The liver-and-white bitch, getting no reaction, had given up her harangue to lie down within her kennel, but when he moved to explore the layout of the yard, she leapt out with a savage snarl, provoking the other dogs as well. He recognized why Mistress Doig had no hesitation in leaving the premises unattended; two of her neighbours had already looked out to see what was going on, alerted by the noise. Waving politely to them, he picked his way round the double row of pens, peered into and then behind the shed, studied the hurdles which composed the fence, leaned over to see into the tanyard.

‘She’s out wi the dogs,’ said a voice over the barking. He looked up, and saw one of the neighbours still watching suspiciously from the property that lay between him and the Blackfriars’ track. ‘She’ll no be long.’

‘I can see that,’ he agreed. ‘I’ll wait for her. Likely she knows I’m here by now, wi the dogs barking like this.’

‘Aye, likely.’ The man stood watching him. He was clad in a worn leather jerkin and blue workman’s bonnet, and held a knife in one hand and a slat of wood in the other; probably he was one of the many manufacturers of small-wares, little boxes and wooden combs, needle-cases and tablet covers, who could be found scraping a living in the suburbs of any burgh. That would explain the litter of timber and shavings lying all about the yard, Gil realized.

‘Is trade good?’ he asked casually, picking his way over to the fence.

‘It keeps us.’

‘There’s a lot of buying and selling in Perth, I think, what wi the overseas merchants and the like.’

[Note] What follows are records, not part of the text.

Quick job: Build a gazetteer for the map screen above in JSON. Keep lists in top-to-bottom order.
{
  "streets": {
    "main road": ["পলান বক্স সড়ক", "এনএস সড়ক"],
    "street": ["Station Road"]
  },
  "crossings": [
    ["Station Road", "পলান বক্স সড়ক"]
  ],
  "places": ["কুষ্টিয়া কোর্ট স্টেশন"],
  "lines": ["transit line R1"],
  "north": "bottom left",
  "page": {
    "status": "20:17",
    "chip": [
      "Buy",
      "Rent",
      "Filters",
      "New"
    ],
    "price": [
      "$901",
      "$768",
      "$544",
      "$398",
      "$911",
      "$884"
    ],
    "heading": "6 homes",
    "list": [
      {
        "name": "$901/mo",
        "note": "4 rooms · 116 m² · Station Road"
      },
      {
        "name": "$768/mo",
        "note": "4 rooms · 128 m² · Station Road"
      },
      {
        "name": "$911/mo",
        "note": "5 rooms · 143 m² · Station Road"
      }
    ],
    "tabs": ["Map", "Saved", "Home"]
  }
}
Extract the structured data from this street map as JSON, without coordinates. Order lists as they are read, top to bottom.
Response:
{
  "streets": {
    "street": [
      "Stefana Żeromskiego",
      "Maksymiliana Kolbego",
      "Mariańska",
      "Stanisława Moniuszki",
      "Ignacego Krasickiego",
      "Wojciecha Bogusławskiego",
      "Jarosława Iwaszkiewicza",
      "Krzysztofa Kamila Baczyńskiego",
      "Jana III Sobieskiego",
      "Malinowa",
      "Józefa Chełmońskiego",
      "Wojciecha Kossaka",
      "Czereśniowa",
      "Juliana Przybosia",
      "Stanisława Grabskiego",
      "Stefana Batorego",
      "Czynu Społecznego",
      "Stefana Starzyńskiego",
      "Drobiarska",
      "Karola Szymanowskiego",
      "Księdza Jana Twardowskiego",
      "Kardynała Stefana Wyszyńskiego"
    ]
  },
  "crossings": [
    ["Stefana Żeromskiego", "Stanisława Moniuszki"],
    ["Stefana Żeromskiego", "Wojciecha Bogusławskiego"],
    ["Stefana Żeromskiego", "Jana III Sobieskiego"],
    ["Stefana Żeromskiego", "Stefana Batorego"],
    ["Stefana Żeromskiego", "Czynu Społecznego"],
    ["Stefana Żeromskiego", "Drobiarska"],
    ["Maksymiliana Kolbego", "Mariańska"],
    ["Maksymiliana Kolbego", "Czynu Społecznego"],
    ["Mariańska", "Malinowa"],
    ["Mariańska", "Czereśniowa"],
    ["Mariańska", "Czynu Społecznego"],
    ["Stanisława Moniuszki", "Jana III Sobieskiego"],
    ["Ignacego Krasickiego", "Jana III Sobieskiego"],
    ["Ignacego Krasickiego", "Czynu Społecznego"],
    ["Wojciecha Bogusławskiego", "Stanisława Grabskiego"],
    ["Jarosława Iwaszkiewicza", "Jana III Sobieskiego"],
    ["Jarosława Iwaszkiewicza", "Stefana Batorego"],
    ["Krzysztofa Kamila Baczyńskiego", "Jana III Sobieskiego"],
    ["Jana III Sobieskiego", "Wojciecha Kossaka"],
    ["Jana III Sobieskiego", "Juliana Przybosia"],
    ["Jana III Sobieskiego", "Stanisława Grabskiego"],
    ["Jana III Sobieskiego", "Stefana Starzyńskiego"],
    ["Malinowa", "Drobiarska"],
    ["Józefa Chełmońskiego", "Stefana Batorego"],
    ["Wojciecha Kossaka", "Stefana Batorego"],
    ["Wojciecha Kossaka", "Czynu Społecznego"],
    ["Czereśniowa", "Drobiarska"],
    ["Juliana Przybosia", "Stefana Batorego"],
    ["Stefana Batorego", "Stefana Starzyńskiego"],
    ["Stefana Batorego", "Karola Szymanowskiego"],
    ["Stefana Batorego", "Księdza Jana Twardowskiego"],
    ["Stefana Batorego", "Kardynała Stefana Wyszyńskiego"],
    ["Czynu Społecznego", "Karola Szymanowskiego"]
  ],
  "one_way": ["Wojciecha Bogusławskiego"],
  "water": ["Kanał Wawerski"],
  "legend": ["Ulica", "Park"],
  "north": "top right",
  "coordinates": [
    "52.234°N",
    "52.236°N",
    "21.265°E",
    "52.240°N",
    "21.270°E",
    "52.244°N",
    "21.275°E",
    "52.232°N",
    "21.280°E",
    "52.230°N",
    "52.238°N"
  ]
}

‘They’re no wanting Ally Paterson’s wares,’ said the man resentfully. ‘It’s all sheep fells and salt salmon they take out o Perth, and they bring in stuff to compete wi decent craftsmen and take the bread out our mouths.’

Recognizing his duty, Gil enquired further, and found himself bargaining over the fence for a handful of wooden combs and several tiny boxes which might hold a needle. The things were well made; he was sure Alys would not want them, but they might make gifts for someone.

‘You keep an eye out for one another in these yards,’ he commented, counting out the sum agreed.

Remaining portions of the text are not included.